WHAT THE EXERCISE ASKS: Your response should contain every line from the data below that holds the string "nodes".

_ _ _ _ _

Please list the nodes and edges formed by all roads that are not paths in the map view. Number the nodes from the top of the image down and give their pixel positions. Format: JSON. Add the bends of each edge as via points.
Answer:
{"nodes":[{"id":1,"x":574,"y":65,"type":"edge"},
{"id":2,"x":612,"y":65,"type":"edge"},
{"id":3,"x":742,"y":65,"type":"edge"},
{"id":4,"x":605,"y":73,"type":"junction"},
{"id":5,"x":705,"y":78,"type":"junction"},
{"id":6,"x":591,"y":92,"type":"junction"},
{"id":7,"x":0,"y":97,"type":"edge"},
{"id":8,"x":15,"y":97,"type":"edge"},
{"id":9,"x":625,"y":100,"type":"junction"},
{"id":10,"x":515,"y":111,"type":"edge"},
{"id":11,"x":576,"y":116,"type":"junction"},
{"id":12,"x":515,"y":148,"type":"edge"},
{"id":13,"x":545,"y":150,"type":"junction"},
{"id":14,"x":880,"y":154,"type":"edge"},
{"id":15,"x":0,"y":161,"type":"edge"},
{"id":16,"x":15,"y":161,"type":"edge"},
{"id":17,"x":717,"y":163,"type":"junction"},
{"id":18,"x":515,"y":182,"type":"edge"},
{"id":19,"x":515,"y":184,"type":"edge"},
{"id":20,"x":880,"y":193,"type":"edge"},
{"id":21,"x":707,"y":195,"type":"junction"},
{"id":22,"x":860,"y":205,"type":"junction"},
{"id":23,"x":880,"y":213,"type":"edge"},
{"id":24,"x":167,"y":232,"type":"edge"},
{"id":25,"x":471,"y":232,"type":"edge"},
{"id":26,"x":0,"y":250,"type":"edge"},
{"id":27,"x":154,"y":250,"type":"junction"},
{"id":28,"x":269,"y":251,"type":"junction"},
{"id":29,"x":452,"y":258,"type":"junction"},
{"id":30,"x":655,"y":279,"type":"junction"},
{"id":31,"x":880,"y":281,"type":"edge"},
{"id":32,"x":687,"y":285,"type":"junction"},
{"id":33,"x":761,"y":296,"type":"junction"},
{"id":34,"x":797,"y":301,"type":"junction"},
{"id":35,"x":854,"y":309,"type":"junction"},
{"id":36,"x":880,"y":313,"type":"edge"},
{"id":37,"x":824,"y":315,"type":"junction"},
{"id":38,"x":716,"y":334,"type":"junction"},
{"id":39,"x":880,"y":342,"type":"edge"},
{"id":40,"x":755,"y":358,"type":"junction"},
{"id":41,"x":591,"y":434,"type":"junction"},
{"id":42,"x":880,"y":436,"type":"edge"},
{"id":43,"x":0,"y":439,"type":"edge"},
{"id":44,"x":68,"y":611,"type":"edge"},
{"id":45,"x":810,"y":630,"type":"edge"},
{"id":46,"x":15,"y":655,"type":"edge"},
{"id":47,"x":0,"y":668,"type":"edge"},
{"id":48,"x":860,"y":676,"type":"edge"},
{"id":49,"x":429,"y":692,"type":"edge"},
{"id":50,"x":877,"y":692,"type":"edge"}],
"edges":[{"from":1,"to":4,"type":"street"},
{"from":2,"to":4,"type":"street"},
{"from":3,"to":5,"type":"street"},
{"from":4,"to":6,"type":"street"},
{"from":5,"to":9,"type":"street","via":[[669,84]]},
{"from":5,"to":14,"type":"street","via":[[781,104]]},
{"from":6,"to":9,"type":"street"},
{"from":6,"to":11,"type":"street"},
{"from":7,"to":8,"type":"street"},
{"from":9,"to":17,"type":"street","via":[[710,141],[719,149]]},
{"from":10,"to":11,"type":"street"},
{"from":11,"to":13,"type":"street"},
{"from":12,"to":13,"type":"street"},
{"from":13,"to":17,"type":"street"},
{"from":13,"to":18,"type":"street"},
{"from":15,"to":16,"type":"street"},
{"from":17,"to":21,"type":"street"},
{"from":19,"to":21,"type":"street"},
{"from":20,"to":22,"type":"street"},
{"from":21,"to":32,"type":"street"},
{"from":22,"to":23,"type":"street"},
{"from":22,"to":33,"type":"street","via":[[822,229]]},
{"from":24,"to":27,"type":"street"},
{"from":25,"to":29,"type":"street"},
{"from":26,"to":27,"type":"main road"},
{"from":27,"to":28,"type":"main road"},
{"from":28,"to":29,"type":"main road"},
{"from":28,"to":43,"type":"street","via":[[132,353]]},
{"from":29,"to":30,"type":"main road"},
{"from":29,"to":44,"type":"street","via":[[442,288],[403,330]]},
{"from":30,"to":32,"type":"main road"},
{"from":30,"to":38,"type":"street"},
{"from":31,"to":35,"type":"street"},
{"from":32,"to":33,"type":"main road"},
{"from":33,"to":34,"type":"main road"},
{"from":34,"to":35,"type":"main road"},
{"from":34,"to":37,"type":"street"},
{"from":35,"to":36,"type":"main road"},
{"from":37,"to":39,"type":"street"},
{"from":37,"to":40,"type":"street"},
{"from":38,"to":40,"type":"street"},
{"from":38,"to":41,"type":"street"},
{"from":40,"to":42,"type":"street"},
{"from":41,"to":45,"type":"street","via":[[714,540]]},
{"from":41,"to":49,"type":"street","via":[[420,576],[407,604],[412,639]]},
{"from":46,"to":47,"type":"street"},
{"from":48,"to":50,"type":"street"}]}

_ _ _ _ _

WRITTEN SOLUTION:
Please list the nodes and edges formed by all roads that are not paths in the map view. Number the nodes from the top of the image down and give their pixel positions. Format: JSON. Add the bends of each edge as via points.
{"nodes":[{"id":1,"x":574,"y":65,"type":"edge"},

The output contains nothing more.